В хвосте колонны, ни жив ни мертв, тащился белобородый старик. Хенрик.
Его имя стало известно первым, потому что худощавый господин несколько раз оглядывался и спрашивал его, сперва на своем непонятном языке, а потом и по-немецки, видимо, для того, чтобы местные его тоже поняли и не заподозрили, что он что-то скрывает: «Хенрик, вы живы?» На это старик кивал головой и, кивая, подтверждал, что жив несколькими всегда одними и теми же непонятными словами. Колонна с носилками прошла через село с первыми лучами солнца и продолжила путь в сторону горы, к Немецкому дому.
Хотя казалось, что в такую рань все еще спали, и никого не было ни на дороге, ни в окрестных виноградниках и садах, на утреннюю мессу, несмотря на то что была суббота, собралось чуть не полсела. Народ пришел, чтобы услышать, что же это было, на заре. Первым никто не спрашивает, но у всех ушки на макушке, надеются, что кто-то другой заговорит. А может, не были уверены, не привиделось ли им все, или хотели скрыть, что не знают чего-то, что, возможно, должны были бы знать. Все насторожены, всем страшно, причем не только в эту субботу, а уже несколько месяцев и даже лет. Настали смутные времена. Народный лидер, Мачек, так же, как и все они, пока лишь прислушивался, премьер Стоядинович в Белграде строил из себя югославского Гитлера, толпа скандировала ему: «Во-дьжа, во-дьжа, во-дьжа», и это слово, отраженное каким-то звуковым зеркалом, начинало звучать как «дьжа-во, дьжа-во, дьжаво!», и следовало быть осторожным, весьма осторожным, не спешить с выбором партии и стараться не говорить вслух всего, что знаешь. И тогда всем и каждому будет казаться, что ты встал именно на их сторону, и что ты всей душой их поддерживаешь, но при этом настолько тихо, что те, другие, с которыми у тебя нет ничего общего, этого не замечают, и им, когда те, первые, не обращают на тебя внимания, может показаться, что ты всей душой с ними.
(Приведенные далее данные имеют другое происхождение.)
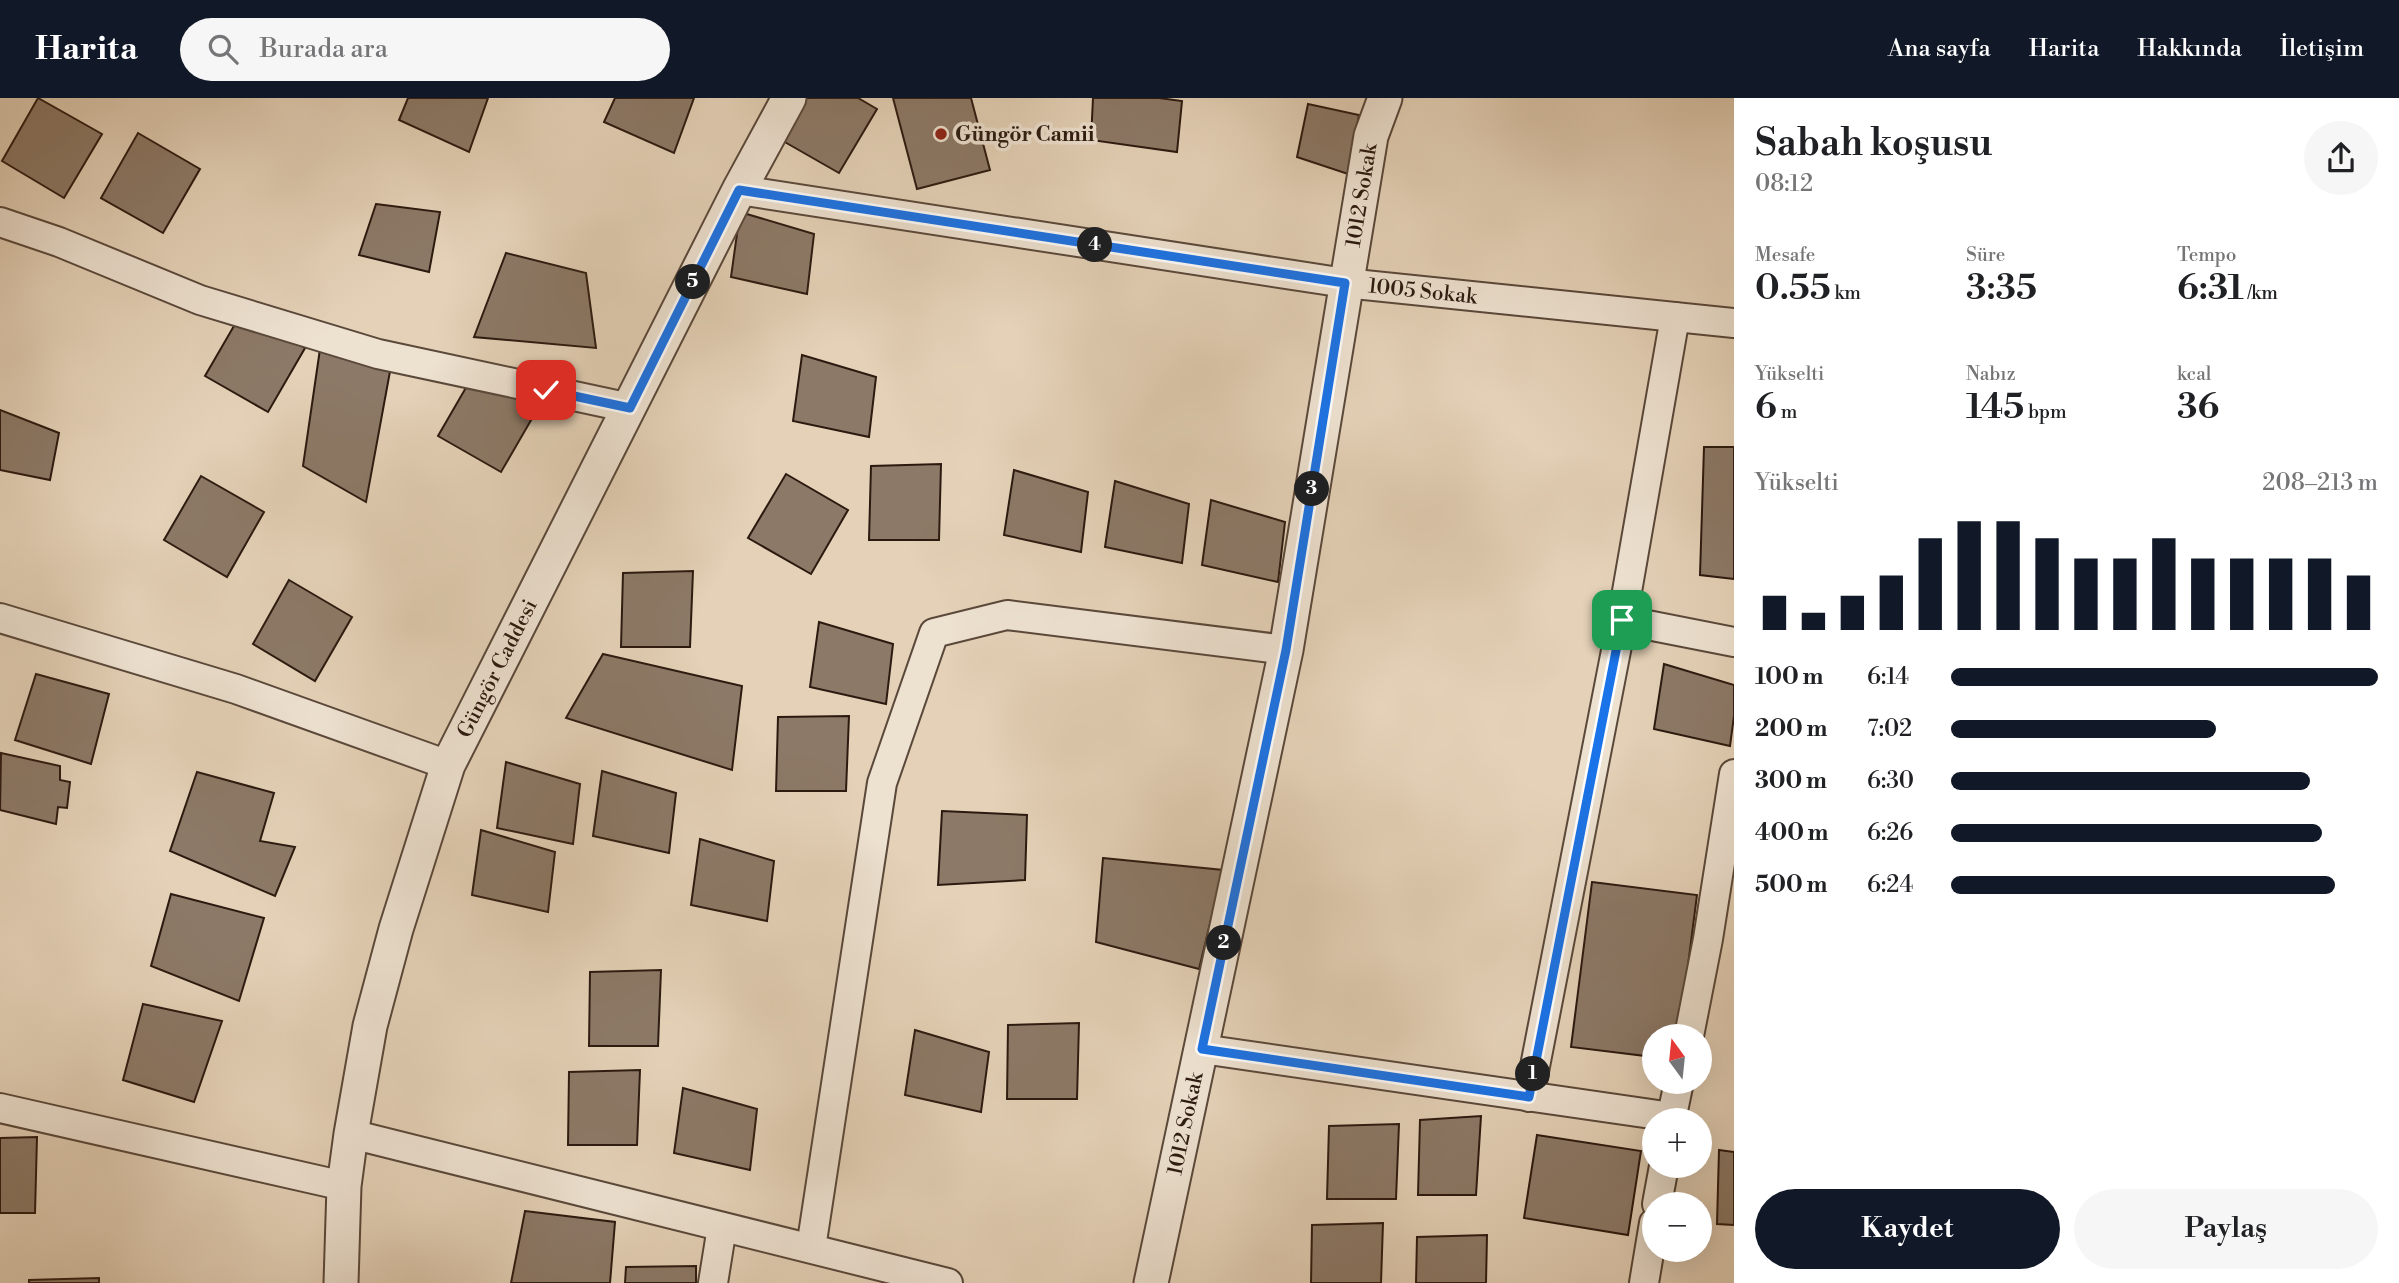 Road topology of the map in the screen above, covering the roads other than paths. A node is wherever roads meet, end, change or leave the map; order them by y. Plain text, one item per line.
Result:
1 (789, 98) edge
2 (1385, 98) edge
3 (739, 190) junction
4 (0, 222) edge
5 (1345, 283) junction
6 (1675, 317) junction
7 (1734, 323) edge
8 (630, 408) junction
9 (0, 618) edge
10 (1622, 620) junction
11 (1734, 642) edge
12 (1286, 650) junction
13 (448, 765) junction
14 (1734, 774) edge
15 (1691, 1024) edge
16 (1202, 1049) junction
17 (1529, 1097) junction
18 (0, 1108) edge
19 (1642, 1114) edge
20 (351, 1134) junction
21 (344, 1186) junction
22 (722, 1227) junction
23 (811, 1248) junction
24 (1648, 1262) edge
25 (341, 1283) edge
26 (713, 1283) edge
27 (948, 1283) edge
28 (1151, 1283) edge
29 (1644, 1283) edge

1 - 3 street, Güngör Caddesi
2 - 5 street, 1012 Sokak
3 - 5 street, 1005 Sokak
3 - 8 street, Güngör Caddesi
4 - 8 street
5 - 6 street, 1005 Sokak
5 - 12 street, 1012 Sokak
6 - 7 street, 1005 Sokak
6 - 10 street
8 - 13 street, Güngör Caddesi
9 - 13 street
10 - 11 street
10 - 17 street
12 - 16 street, 1012 Sokak
12 - 23 street
13 - 20 street, Güngör Caddesi
14 - 15 street
16 - 17 street
16 - 28 street, 1012 Sokak
17 - 19 street
18 - 21 street
20 - 21 street, Güngör Caddesi
20 - 22 street
21 - 25 street, Güngör Caddesi
22 - 23 street
22 - 26 street
23 - 27 street
24 - 29 street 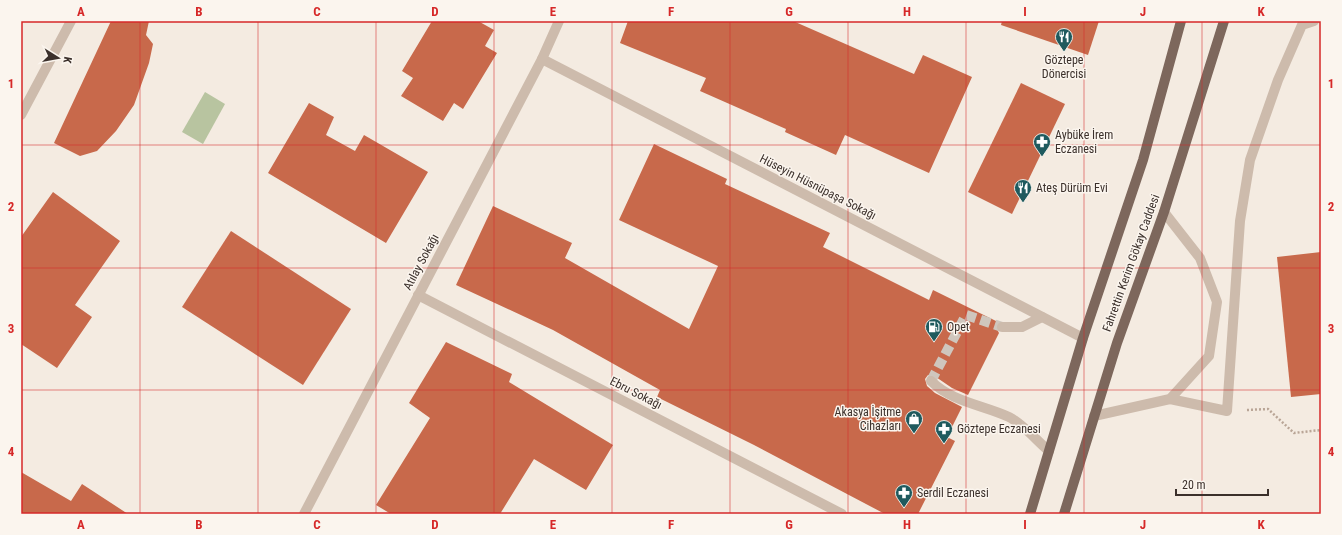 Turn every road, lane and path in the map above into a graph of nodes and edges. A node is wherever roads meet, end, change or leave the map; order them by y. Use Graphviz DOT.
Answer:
graph roads {
  1 [pos="71,21"];
  2 [pos="559,21"];
  3 [pos="1181,21"];
  4 [pos="1224,21"];
  5 [pos="1314,21"];
  6 [pos="542,59"];
  7 [pos="21,115"];
  8 [pos="1164,212"];
  9 [pos="418,295"];
  10 [pos="1042,317"];
  11 [pos="1002,327"];
  12 [pos="1083,338"];
  13 [pos="931,381"];
  14 [pos="1170,399"];
  15 [pos="1227,411"];
  16 [pos="1094,416"];
  17 [pos="1321,430"];
  18 [pos="1049,451"];
  19 [pos="304,514"];
  20 [pos="842,514"];
  21 [pos="1030,514"];
  22 [pos="1064,514"];
  1 -- 7 [label="street"];
  2 -- 6 [label="street, Atılay Sokağı"];
  3 -- 12 [label="main road, Fahrettin Kerim Gökay Caddesi"];
  4 -- 8 [label="main road, Fahrettin Kerim Gökay Caddesi"];
  5 -- 15 [label="street"];
  6 -- 9 [label="street, Atılay Sokağı"];
  6 -- 10 [label="street, Hüseyin Hüsnüpaşa Sokağı"];
  8 -- 14 [label="street"];
  8 -- 16 [label="main road, Fahrettin Kerim Gökay Caddesi"];
  9 -- 19 [label="street, Atılay Sokağı"];
  9 -- 20 [label="street, Ebru Sokağı"];
  10 -- 11 [label="street"];
  10 -- 12 [label="street, Hüseyin Hüsnüpaşa Sokağı"];
  12 -- 18 [label="main road, Fahrettin Kerim Gökay Caddesi"];
  13 -- 18 [label="street"];
  14 -- 15 [label="street"];
  14 -- 16 [label="street"];
  15 -- 17 [label="path"];
  16 -- 22 [label="main road, Fahrettin Kerim Gökay Caddesi"];
  18 -- 21 [label="main road, Fahrettin Kerim Gökay Caddesi"];
} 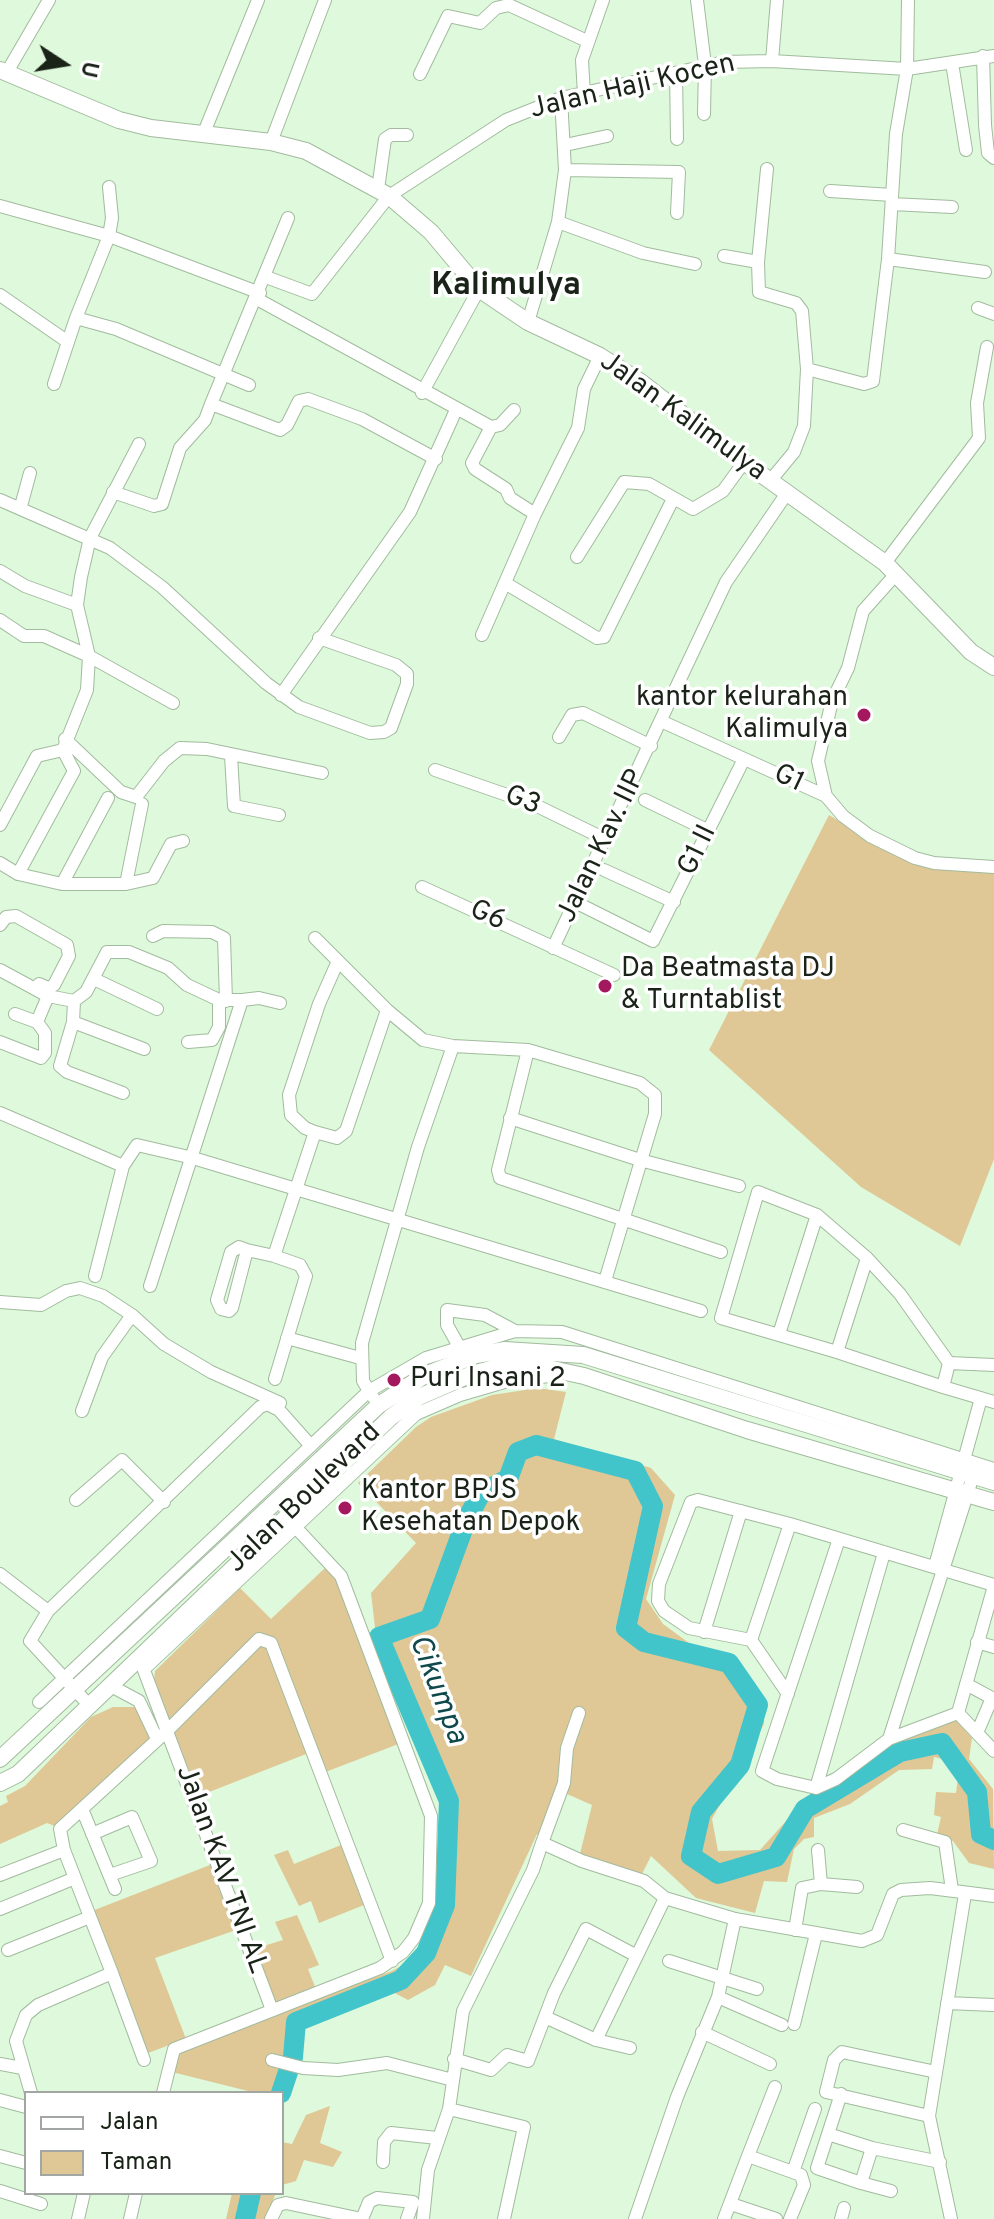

В этом молчании, в испытующих взглядах и в разговоре с помощью мимики, движений грубых крестьянских рук и толстых неловких пальцев, в говоре, не поддающемся переводу, во фразах, состоящих из не всем понятных слов, хотя для этих людей, несомненно, что-то значащих, они языком пальцев, ушей и лиц по-своему обсудили и объяснили странные события этого утра, и даже нашелся человек, решившийся это высказать вслух, им был Алдо по прозвищу Американец, который в прошлом году после тридцати лет работы на сталелитейном заводе в Питсбурге вернулся домой.